→ Task prompt
Lines before the one with "Please list the" are left out; return that line and all that follow it, exactly, through the end of the data.

(The input begins)

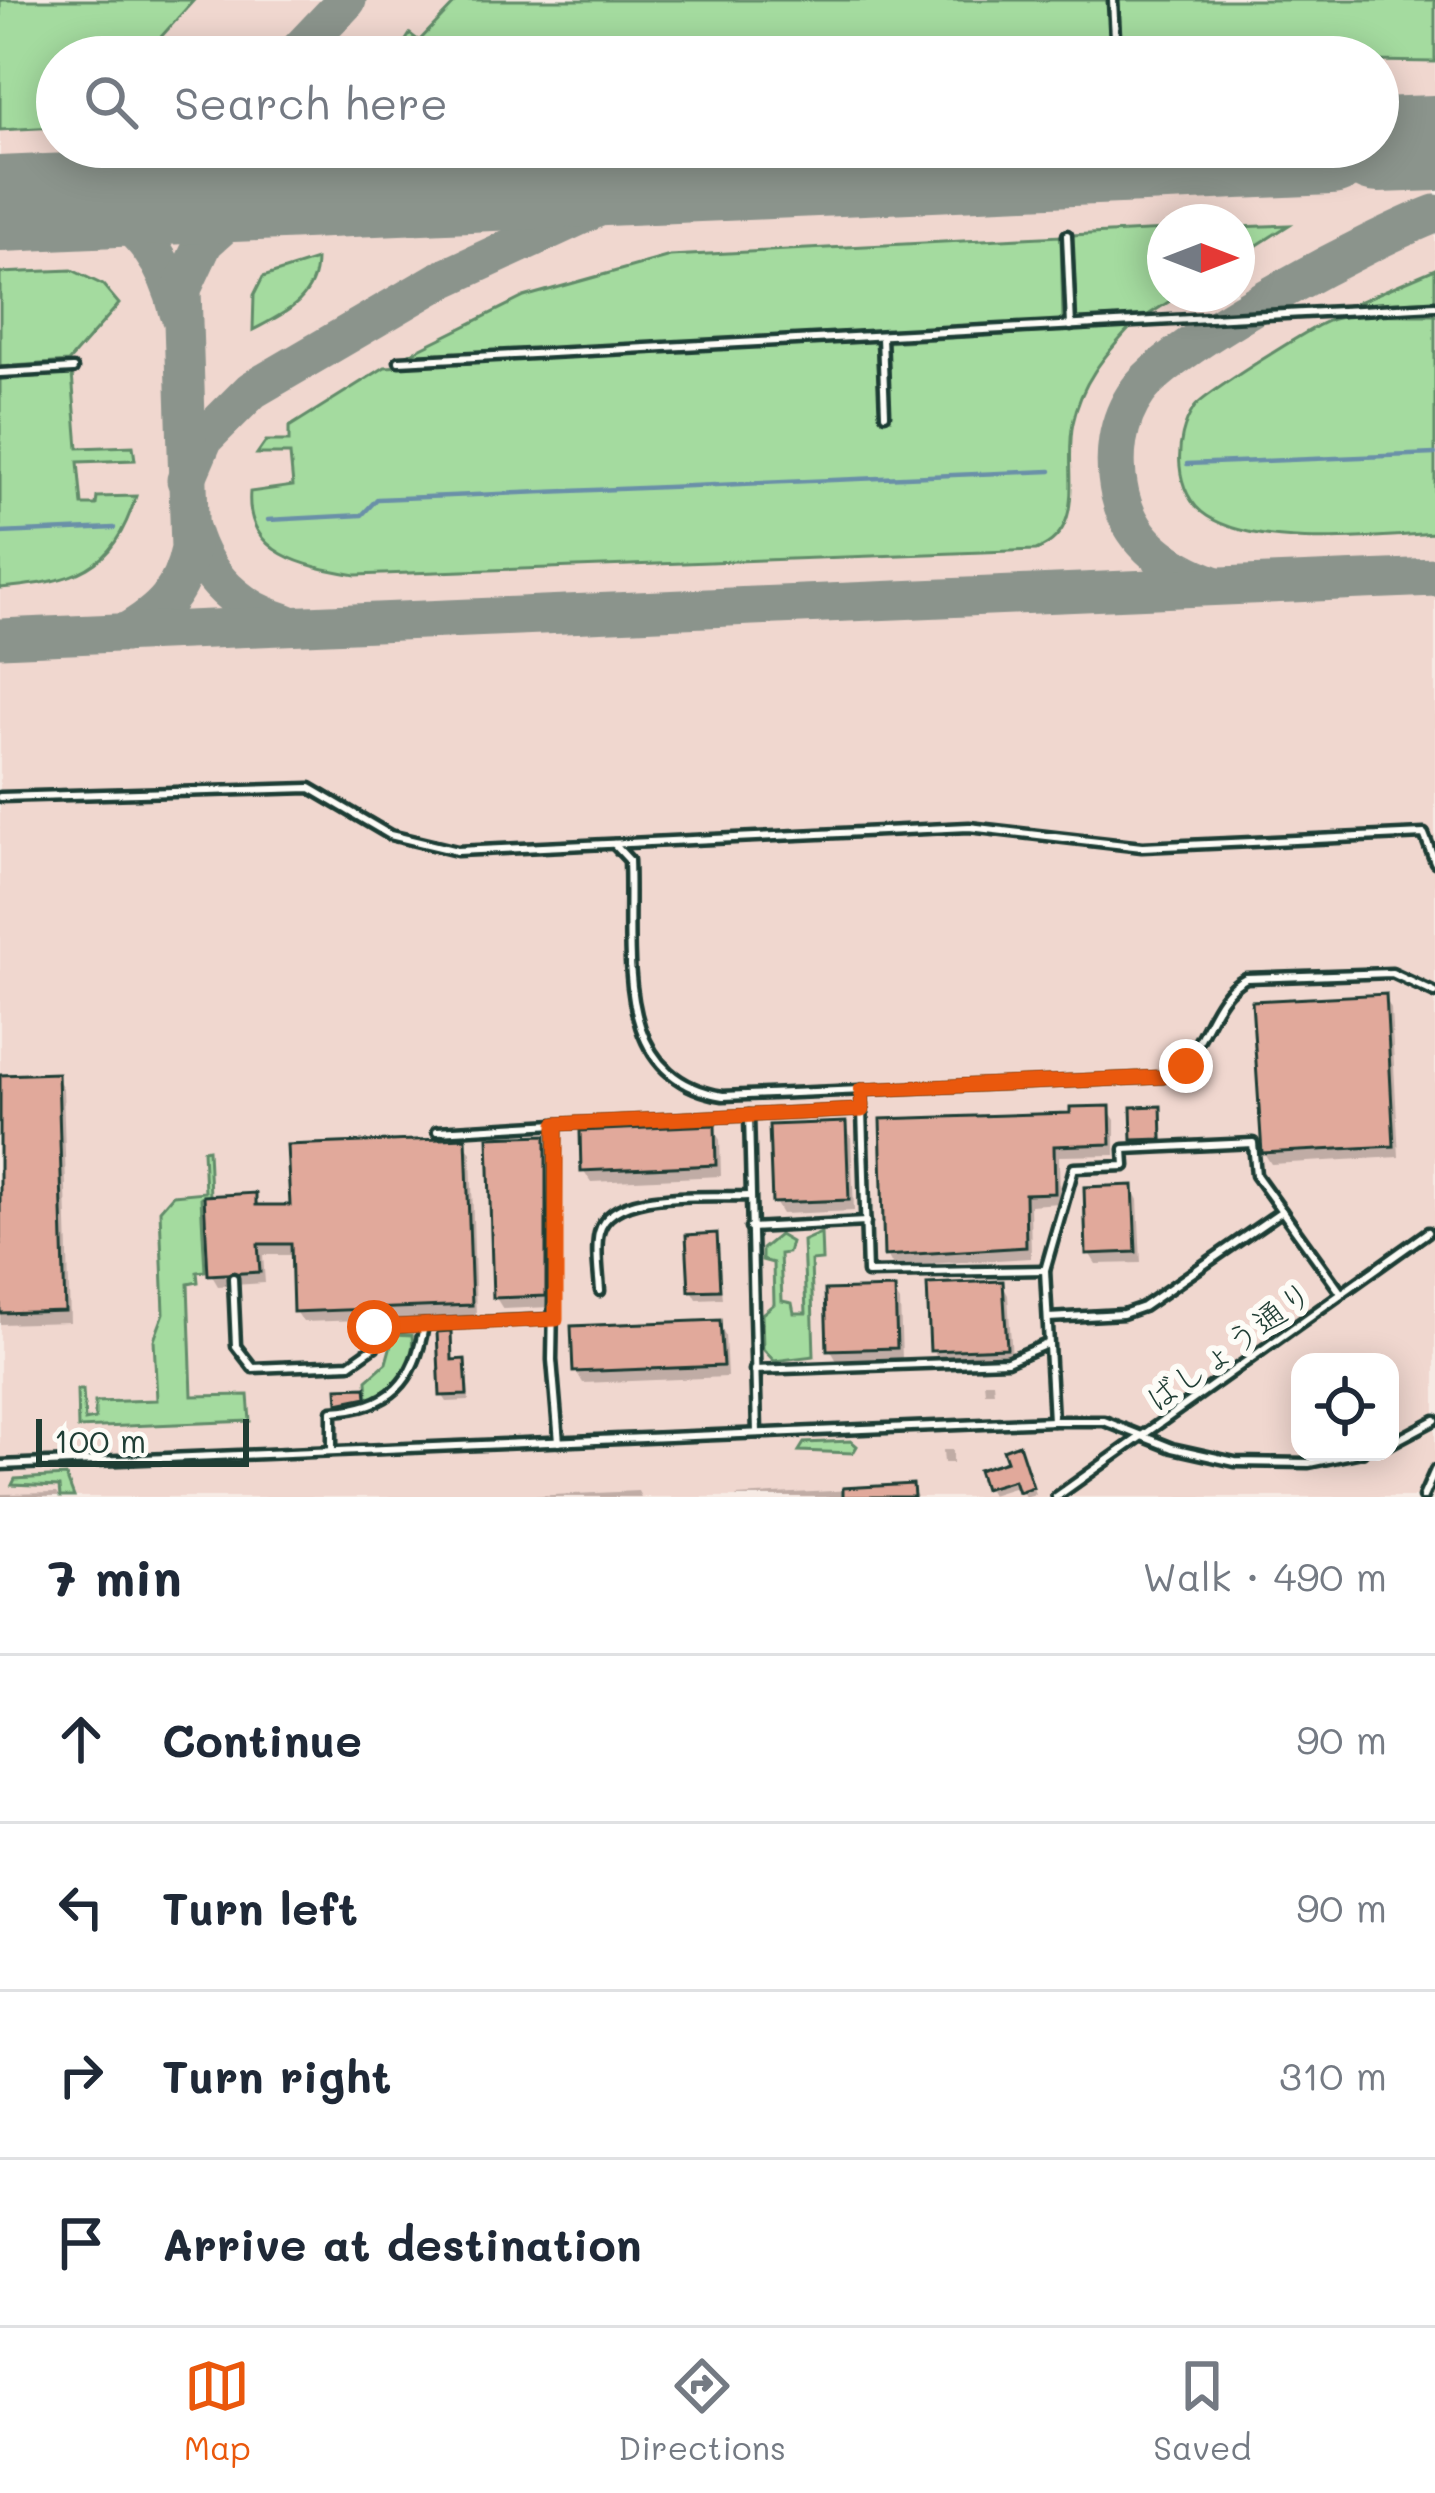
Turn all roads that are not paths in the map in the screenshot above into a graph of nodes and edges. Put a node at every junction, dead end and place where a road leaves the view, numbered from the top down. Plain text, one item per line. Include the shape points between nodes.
1 (1113, 0) edge
2 (1115, 36) edge
3 (1067, 235) dead end
4 (1435, 306) edge
5 (1071, 326) junction
6 (882, 337) junction
7 (399, 361) dead end
8 (73, 368) dead end
9 (0, 374) edge
10 (885, 414) dead end
11 (0, 796) edge
12 (613, 844) junction
13 (1435, 862) edge
14 (1435, 993) edge
15 (861, 1090) junction
16 (862, 1110) junction
17 (749, 1115) junction
18 (556, 1124) junction
19 (437, 1131) dead end
20 (749, 1196) junction
21 (1282, 1211) junction
22 (866, 1222) junction
23 (750, 1228) junction
24 (1428, 1232) dead end
25 (1046, 1270) junction
26 (233, 1278) dead end
27 (600, 1292) dead end
28 (1341, 1293) junction
29 (1048, 1318) junction
30 (552, 1319) junction
31 (424, 1324) junction
32 (1049, 1344) junction
33 (754, 1370) junction
34 (1053, 1421) junction
35 (1432, 1422) edge
36 (757, 1433) junction
37 (1145, 1434) junction
38 (1399, 1439) edge
39 (1435, 1439) edge
40 (559, 1442) junction
41 (332, 1451) junction
42 (1319, 1461) edge
43 (0, 1465) edge
44 (1435, 1470) edge
45 (1056, 1497) edge
46 (1424, 1497) edge

1 - 2 lane
3 - 5 lane
4 - 5 lane
5 - 6 lane
6 - 7 lane
6 - 10 lane
8 - 9 lane
11 - 12 lane via 289,786 327,794 390,835 434,849
12 - 13 lane via 969,827 1142,847 1424,835
12 - 15 lane via 629,860 638,1030 658,1068 690,1090 723,1096
14 - 15 lane via 1392,974 1246,978 1231,986 1186,1066 1163,1077
15 - 16 lane
16 - 17 lane
16 - 22 lane
17 - 18 lane
17 - 20 lane
18 - 19 lane
18 - 30 lane
20 - 23 lane
20 - 27 lane via 632,1201 608,1213 598,1234
21 - 25 lane via 1256,1174 1252,1143 1124,1149 1125,1166 1074,1168
21 - 28 lane
21 - 29 lane via 1143,1307
22 - 23 lane
22 - 25 lane via 868,1273
23 - 33 lane
24 - 28 lane, ばしょう通り
25 - 29 lane
26 - 31 lane via 236,1346 254,1368 350,1364 374,1347 374,1327
28 - 37 lane, ばしょう通り
29 - 32 lane
30 - 31 lane
30 - 40 lane
31 - 41 lane via 411,1372 395,1394 374,1406 332,1411
32 - 33 lane via 1007,1361
32 - 34 lane
33 - 36 lane
34 - 36 lane
34 - 37 lane via 1104,1421
35 - 38 lane
35 - 39 lane
36 - 40 lane
37 - 42 lane via 1234,1462
37 - 45 lane, ばしょう通り
40 - 41 lane
41 - 43 lane
44 - 46 lane

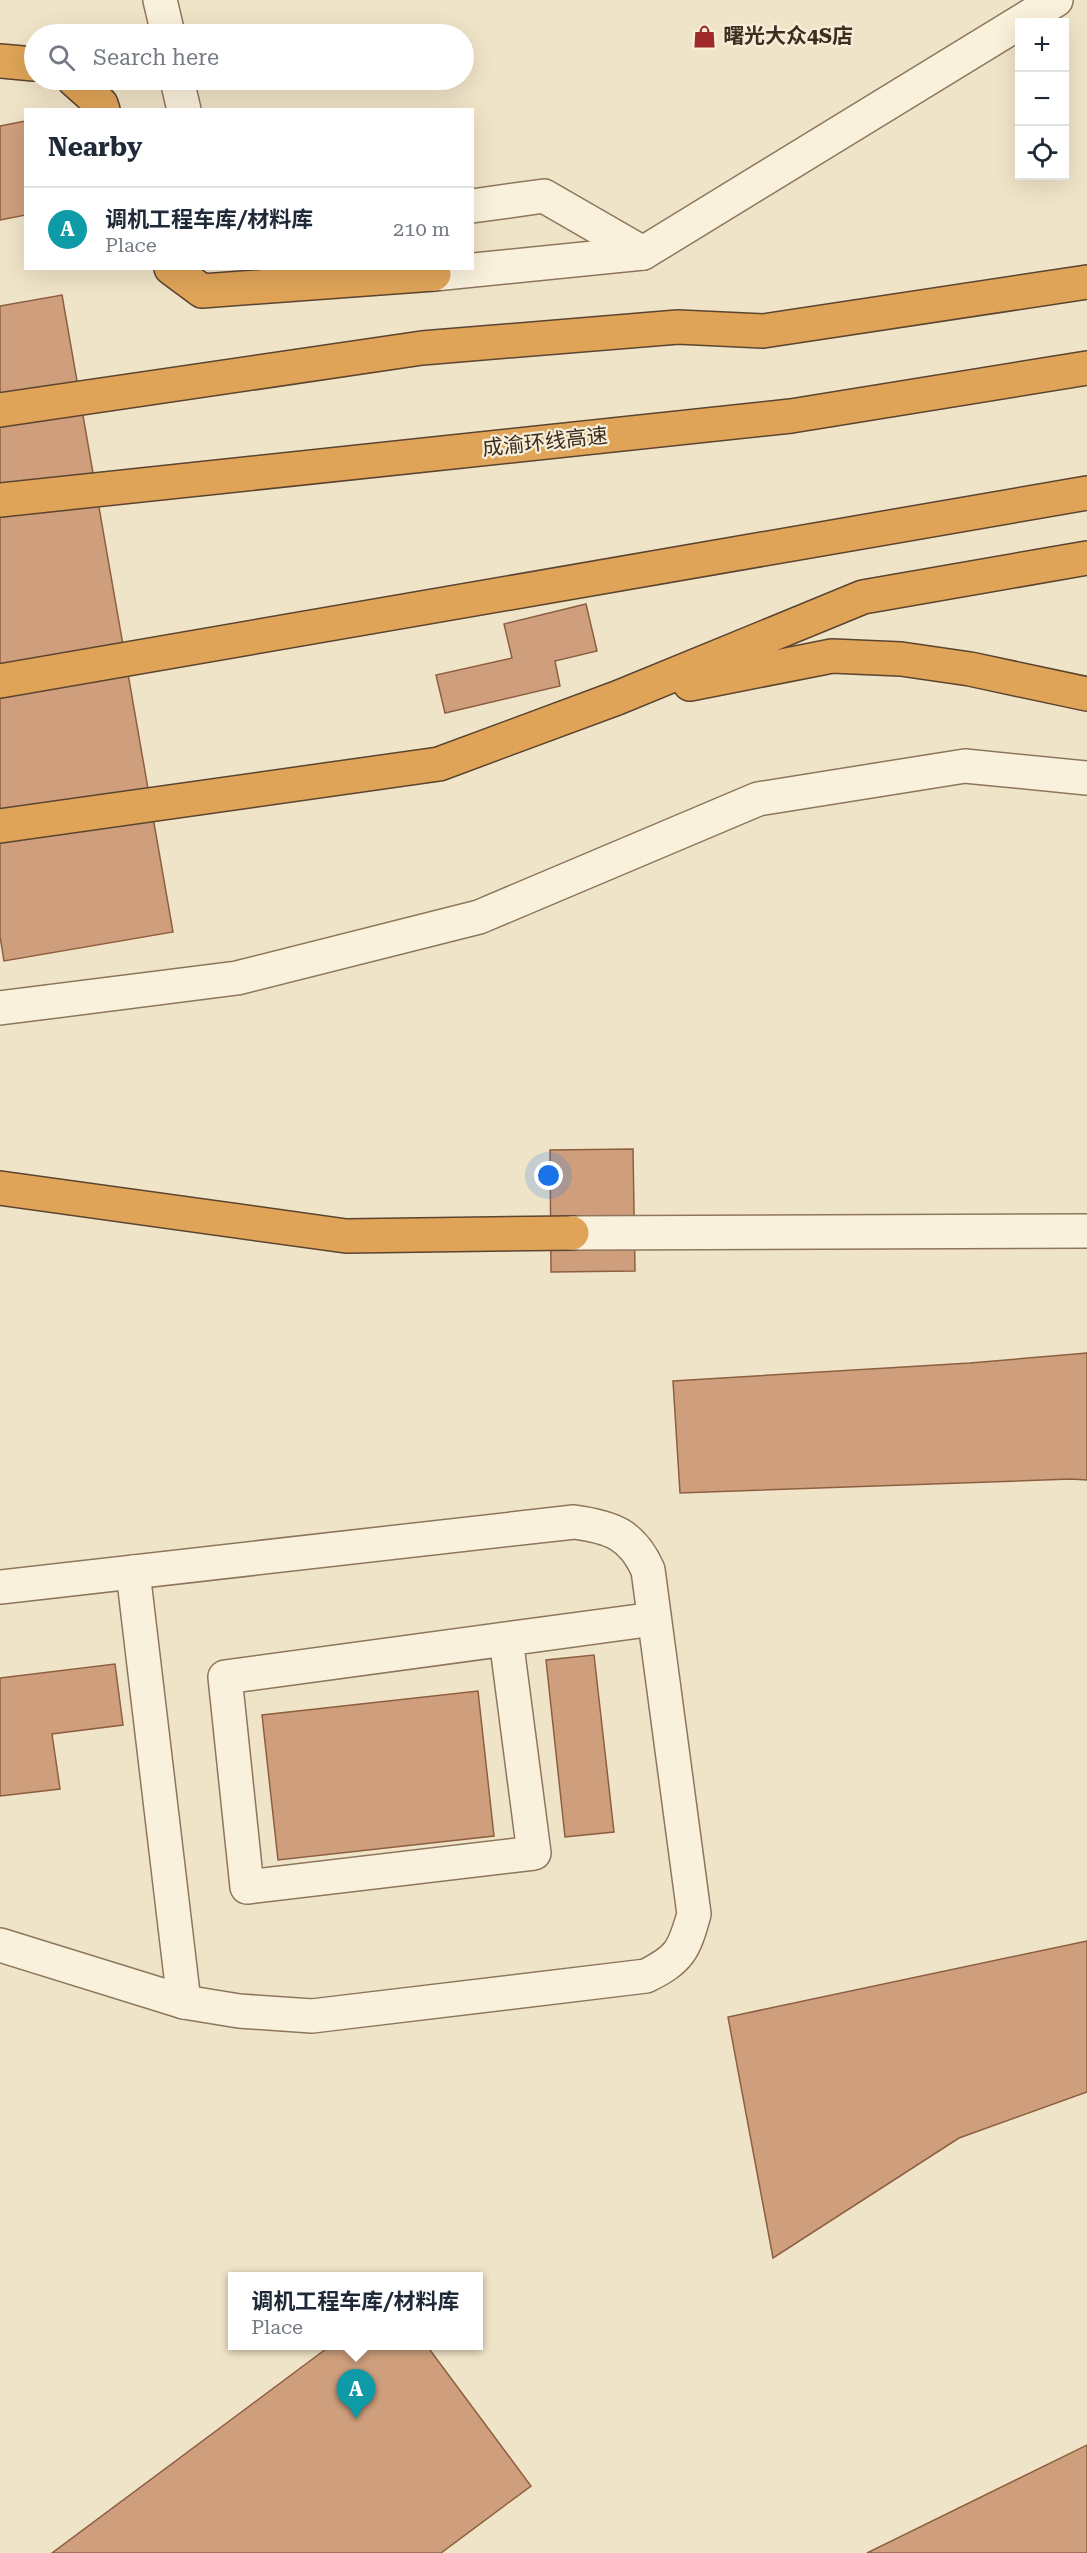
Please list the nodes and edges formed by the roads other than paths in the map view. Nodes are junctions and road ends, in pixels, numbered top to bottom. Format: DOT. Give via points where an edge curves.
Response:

(The input ends)

→ Finished exercise
Please list the nodes and edges formed by the roads other than paths in the map view. Nodes are junctions and road ends, in pixels, numbered top to bottom. Format: DOT. Give via points where an edge curves.
Response:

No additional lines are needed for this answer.